In these days of deepening economic crisis and impending (but secret) asteroid strikes it’s important to save what money we have for only the necessities in life and one of the remaining seats on the Earth Escape Arks (don’t tell anyone).
And that’s why I do all my shopping on Ebay. When I’m looking for cheap tat then there’s no better place to order crud I’d never buy from a real person in a real store for fear that someone might see me.
Of course, trawling through Ebay’s mountain of categories for those bargain items that have been missed by other people or are still under the price you could get them for brand new is a laborious and thankless task. Time-consuming. Heart-breaking, even, when you find that one thing you were really after approximately three seconds before or after the auction ends.
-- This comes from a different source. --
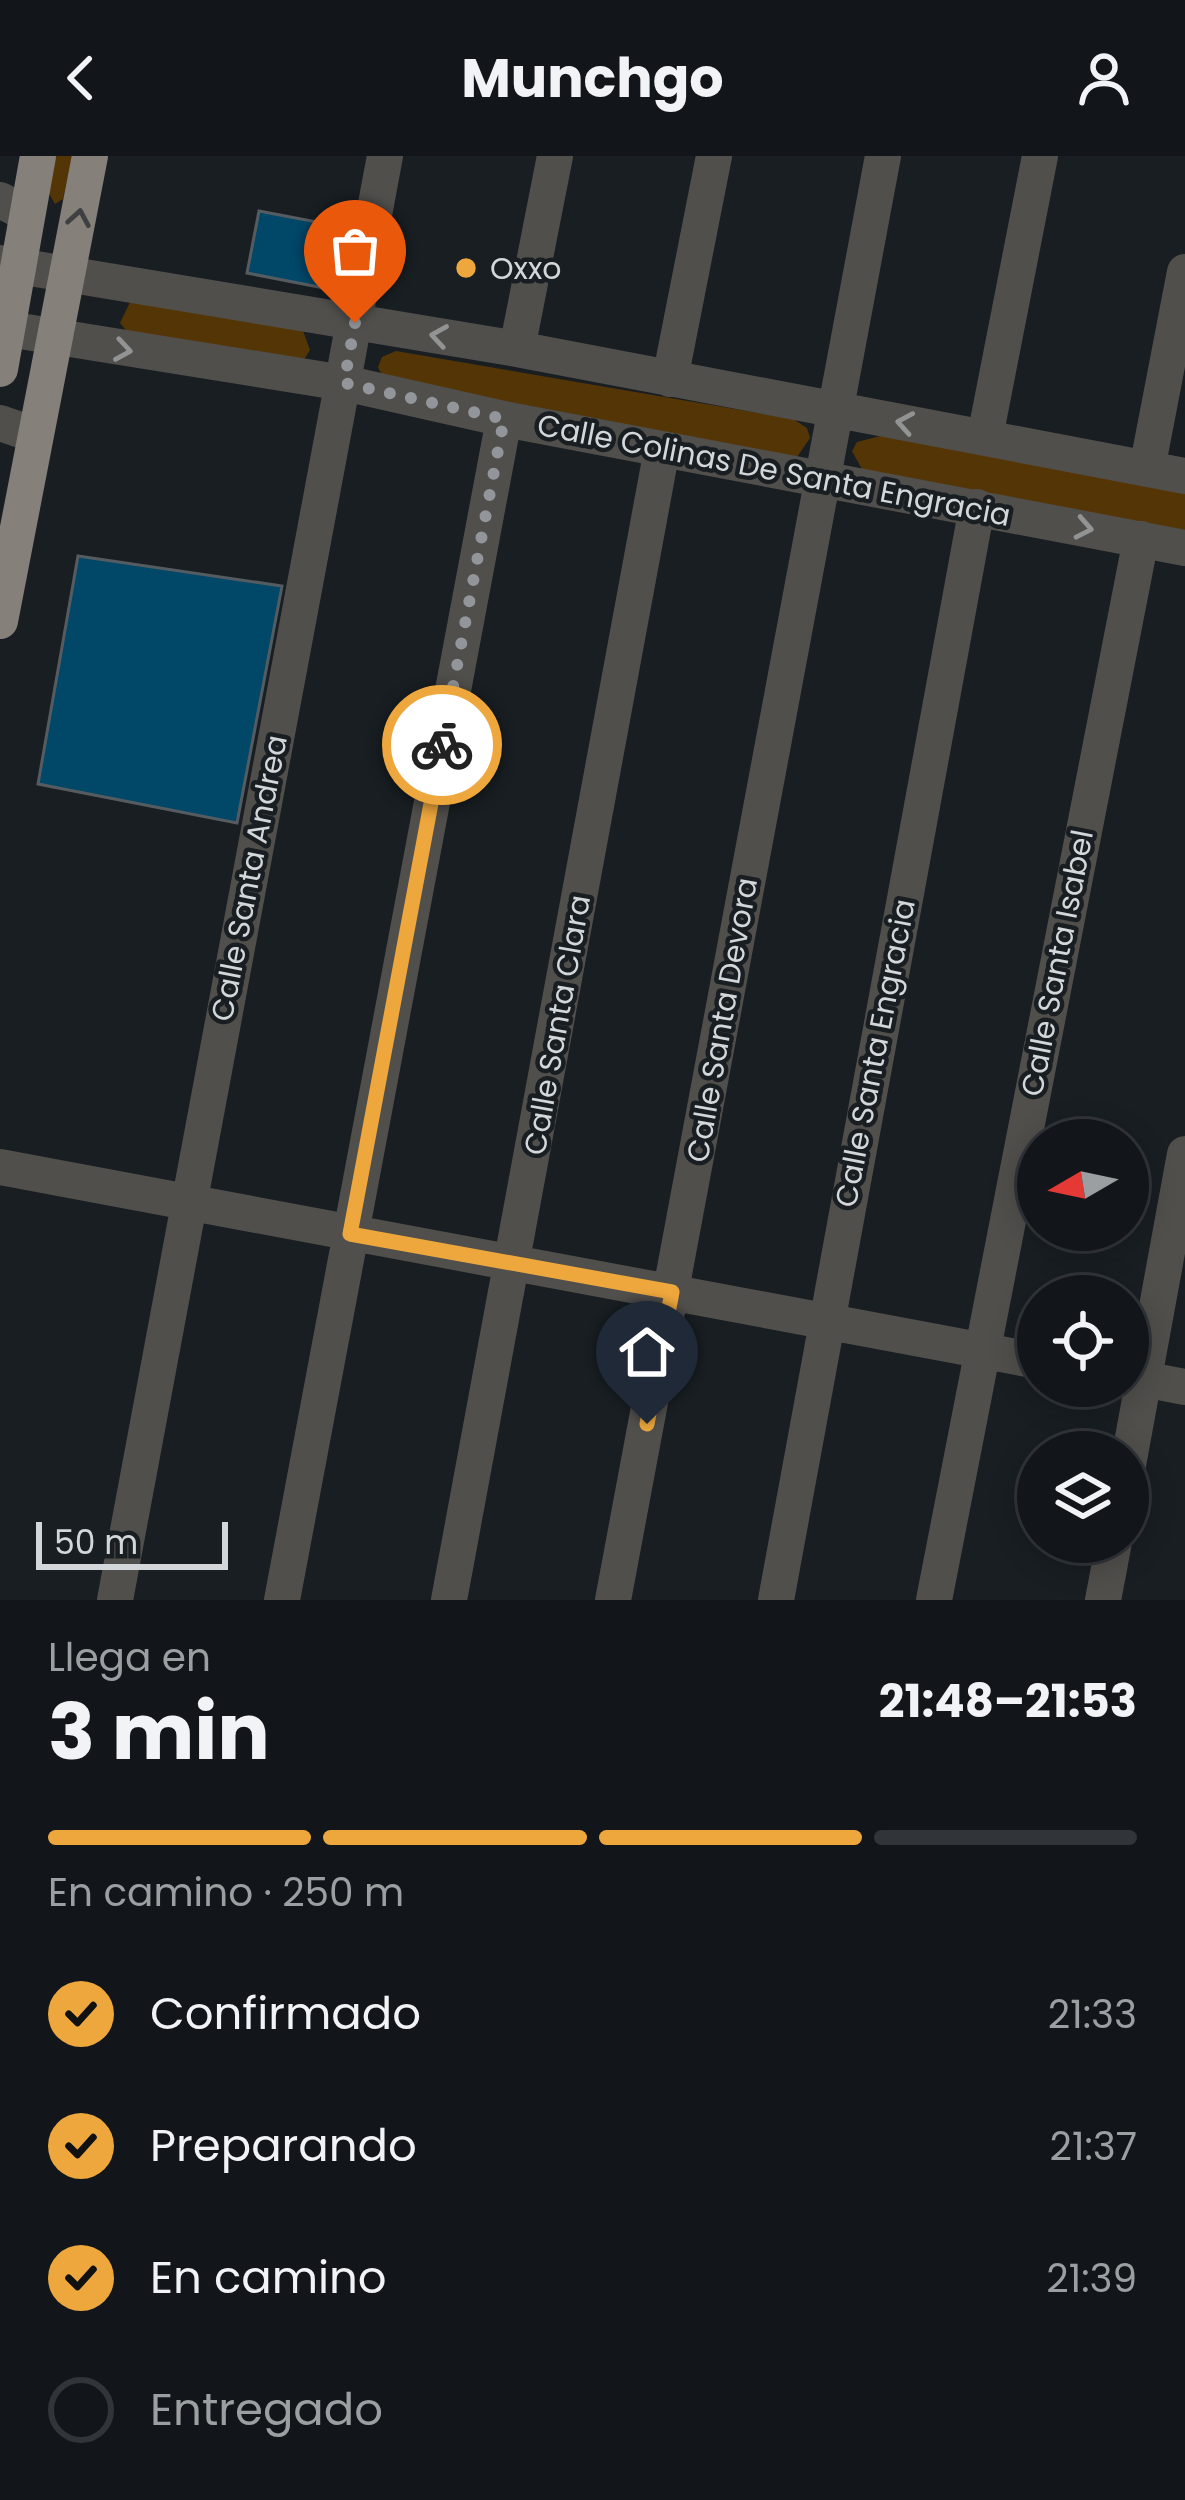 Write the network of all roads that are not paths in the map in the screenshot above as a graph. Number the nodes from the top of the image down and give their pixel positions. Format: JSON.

Which is why – when I shop on Ebay – I make use of Lastminute Auction, a wonderful little site that strips out expensive purchases and simply supplies you with stuff ending in an hour at under one of whichever currency it is you’re using. Why! Look at some of the cheap items I very nearly almost considered buying!
Nothing shakes me out of a coma quicker than the threat of cosplay. A Buy It Now price of one whole British penny piqued my interest and sent shivers up its spine before tickling it under the chin and pulling out an errant nose hair, although the shipping costs of nearly six of Her Majesty’s pounds subsequently took that interest and held it under water until it had stopped jerking.
Was it a pillowcase? Was it a costume? Was it a pillowcase that doubled as a costume? A costume for limbless people? I had to know but, alas!, the description was less than clear and I regretfully had to pass on this particular purchase.
As the proud owner of a home and the embarrased every time I look out the back window owner of what some people might term a garden it’s no surprise that Lastminute Auction’s Home And Garden section always attracts me. Although that might have something to do with the way it shows off a lot of leg. I like that in a selling category. Other categories take note.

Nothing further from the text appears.